But for many tasks, Linux is good enough and free, which is hard to beat. But that does not mean that Linus is automatically correct in his statements.
According to the public advertising at the time, Windows NT, GNU Hurd, and Mach were all designed as microkernels. Mach of course is the basis for OS X.
At the same time that Windows NT was being claimed as a microkernel, Linux was outperforming and had a reputation as being more reliable. Ditto with Mach. And GNU Hurd famously was hard to get running at all.
QNX is highly reliable, but is also a specialized use case.
Tell that to my (lack of) graphics drivers. You can say its political but as it stands its no where near apples to apples in terms of what Windows supports vs what Linux supports.
Which video card do you have that lacks drivers for Linux? Or do you need fully open source drivers that fully support 3D acceleration and computation?
And yet somehow Linux manages to run on a greater variety of hardware than Windows does.
I am of course including supercomputers, embedded hardware, and hand-held phones. Admittedly Windows has greater support for is running consumer hardware for desktops. But that has to do with how small the Linux marketshare is. And is hardly an indictment of Linus' work.
In practice it was less useful than people assumed, because:
1. Things like drivers and filesystems are usually written by a small handful of vendors, who already have rigorous engineering cultures (hardware is a lot less forgiving than say web design), and a large base of demanding users who will rapidly complain and/or sue you if you get it wrong. When was the last time you personally had a crash due to a driver or filesystem issue? It used to happen semi-frequently in the Win95 days, but there was a strong incentive for hardware manufacturers to Fix Their Shit, and so all the ones who didn't went out of business.
2. You pay a hefty performance price for that stability - since the kernel is mediating all interactions between applications and drivers, every I/O call needs to go from app to kernel to driver and back again. There's been a lot of research put into optimizing this, but the simplest solution is just don't do this, and put things like drivers & filesystems in the kernel itself.
3. The existence of Linux as a decentralized open-source operating system took away one of the main organizational reasons for microkernels. When the kernel is proprietary, then all the negotiations, documentation, & interactions needed to get code into an external codebase become quite a hassle, with everyone trying to protect their trade secrets. When it's open-source, you go look for a driver that does something similar, write yours, and then mail a patch or submit a pull request.
Its only a false simplicity if you still need to track the interaction between everything and everything else.
When you break up a problem the goal is to find clear bottlenecks of complexity such that you can abstract a thing to its inputs and outputs and ignore the complexity within. You reduce the amount of knowledge required from any given perspective, thus reducing peak cognitive load.

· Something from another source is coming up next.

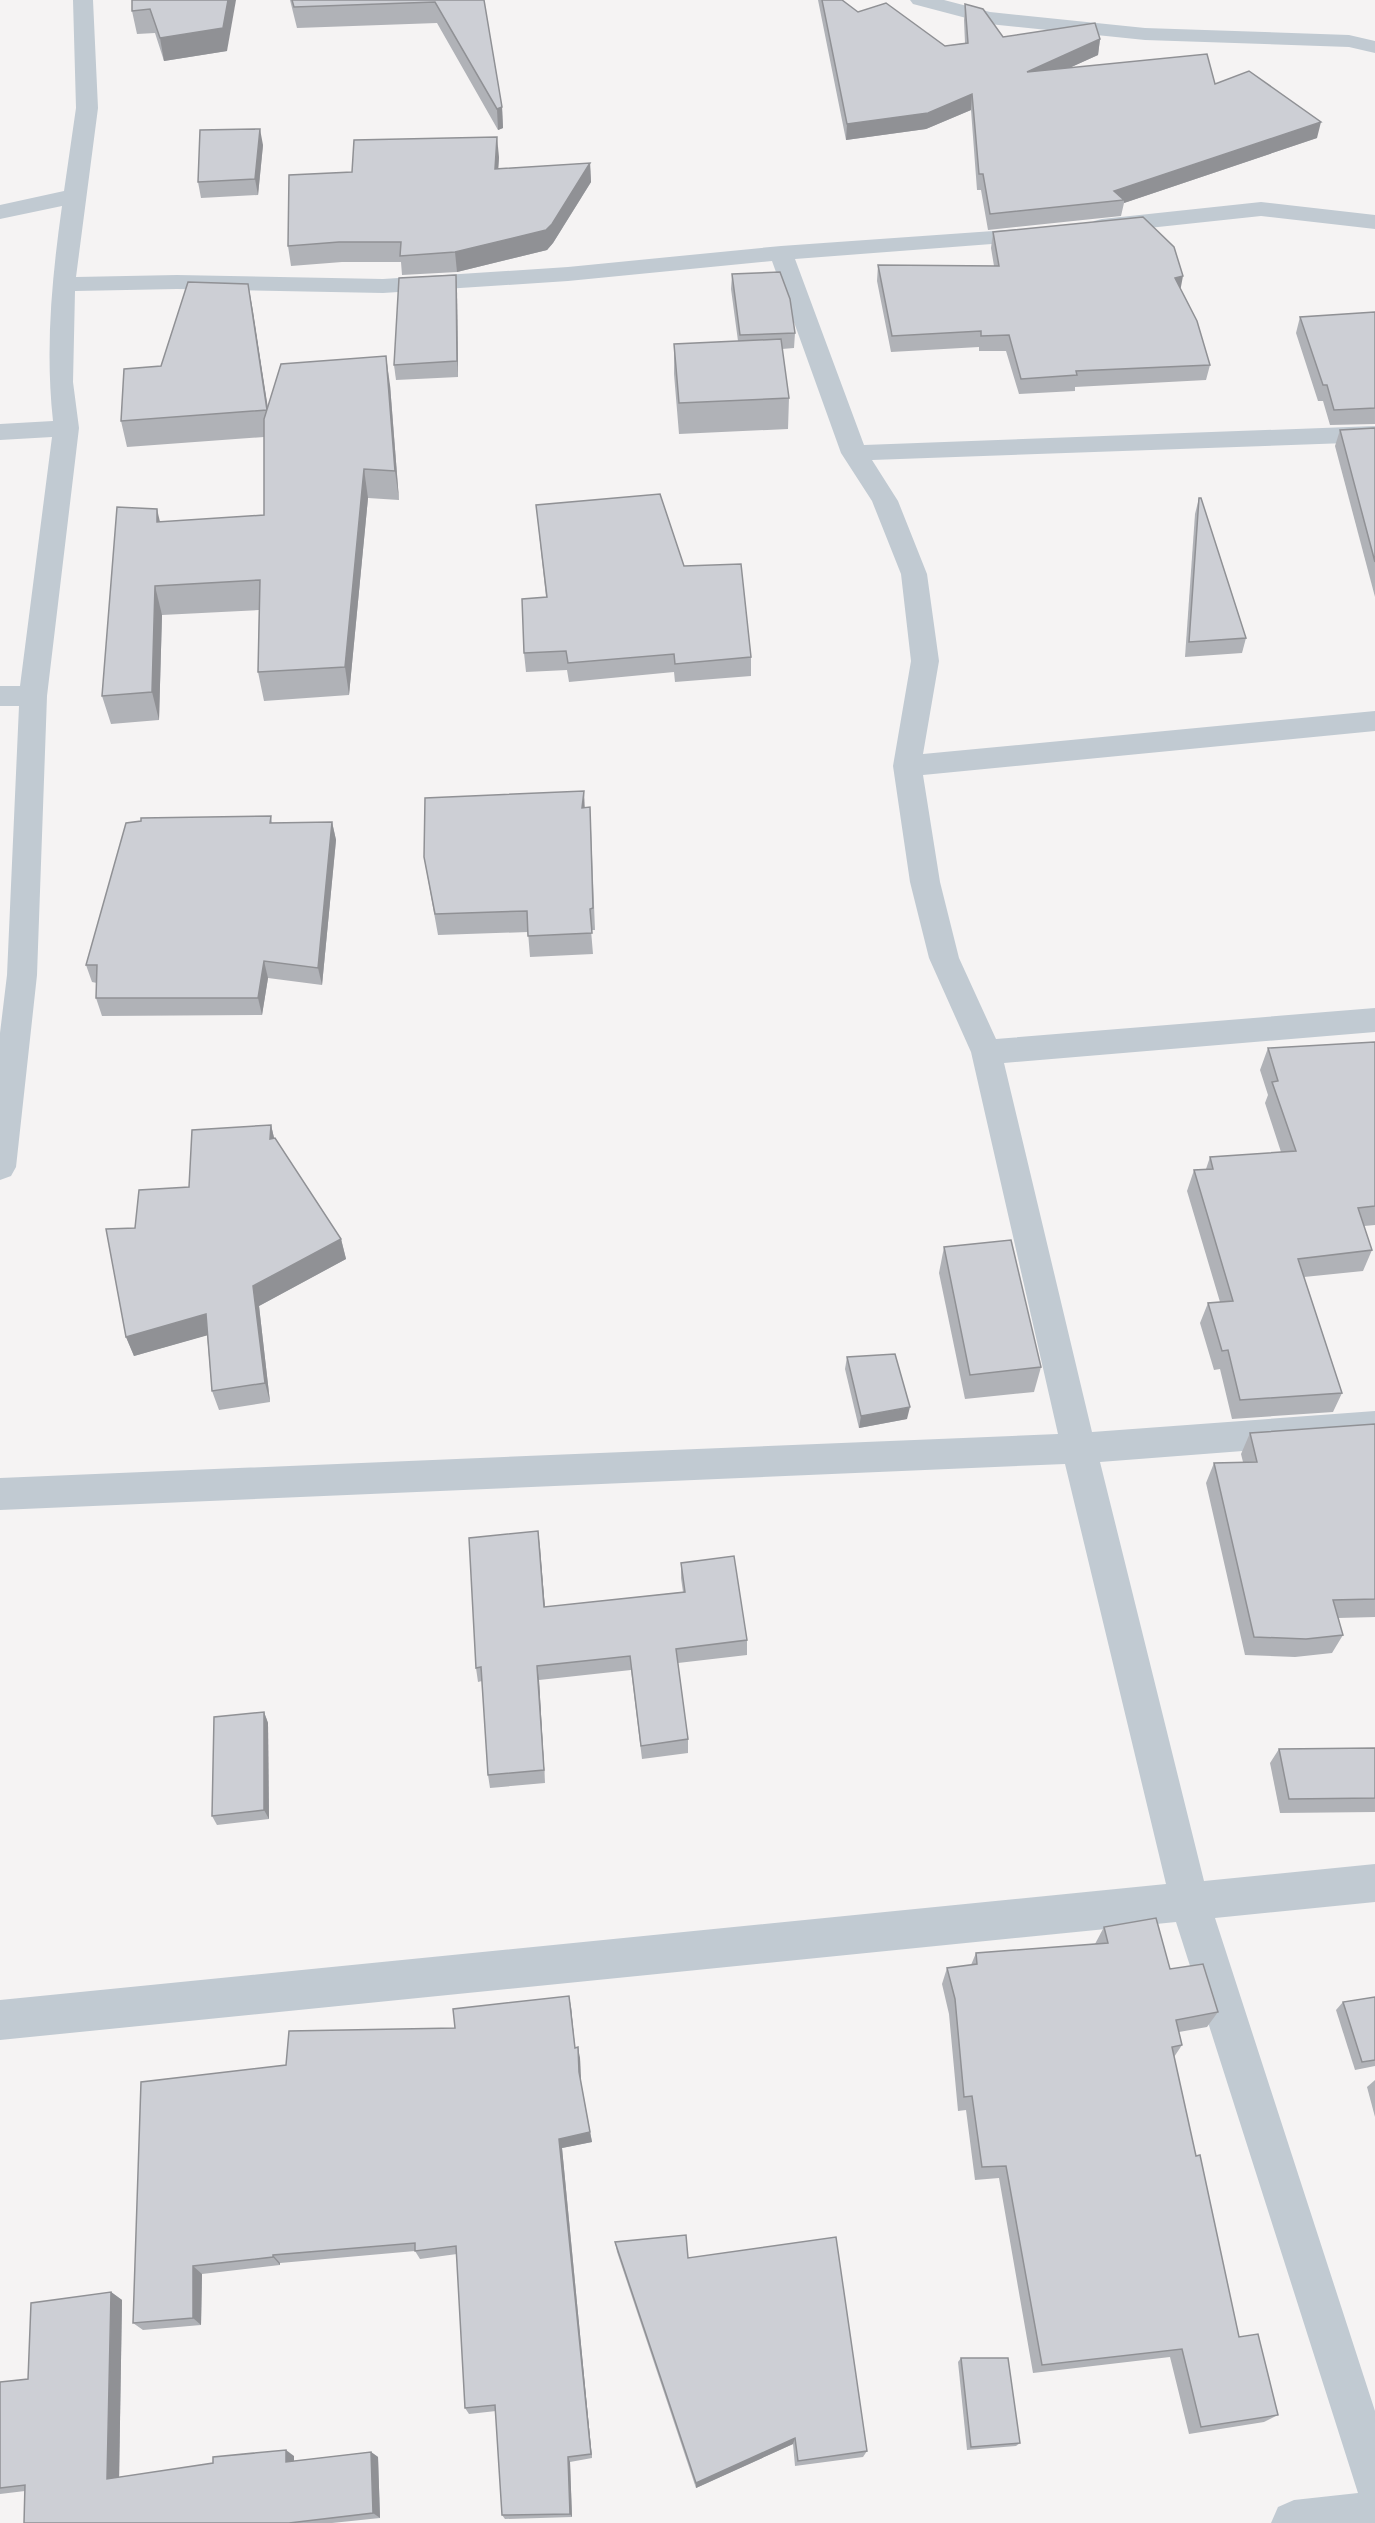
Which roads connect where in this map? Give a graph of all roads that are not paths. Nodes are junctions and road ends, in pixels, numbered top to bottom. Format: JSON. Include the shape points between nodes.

Sure the system is as or possibly slightly more complex, but there is a distinct advantage to reducing the peak complexity of any given sub-problem.
This is analogous to the debate about when to break long functions into shorter ones. The simplicity argument usually doesn't consider the increased complexity of all the interactions between the new, shorter functions. If you omit that, you get a misleading picture, or as Linus puts it, a false simplicity.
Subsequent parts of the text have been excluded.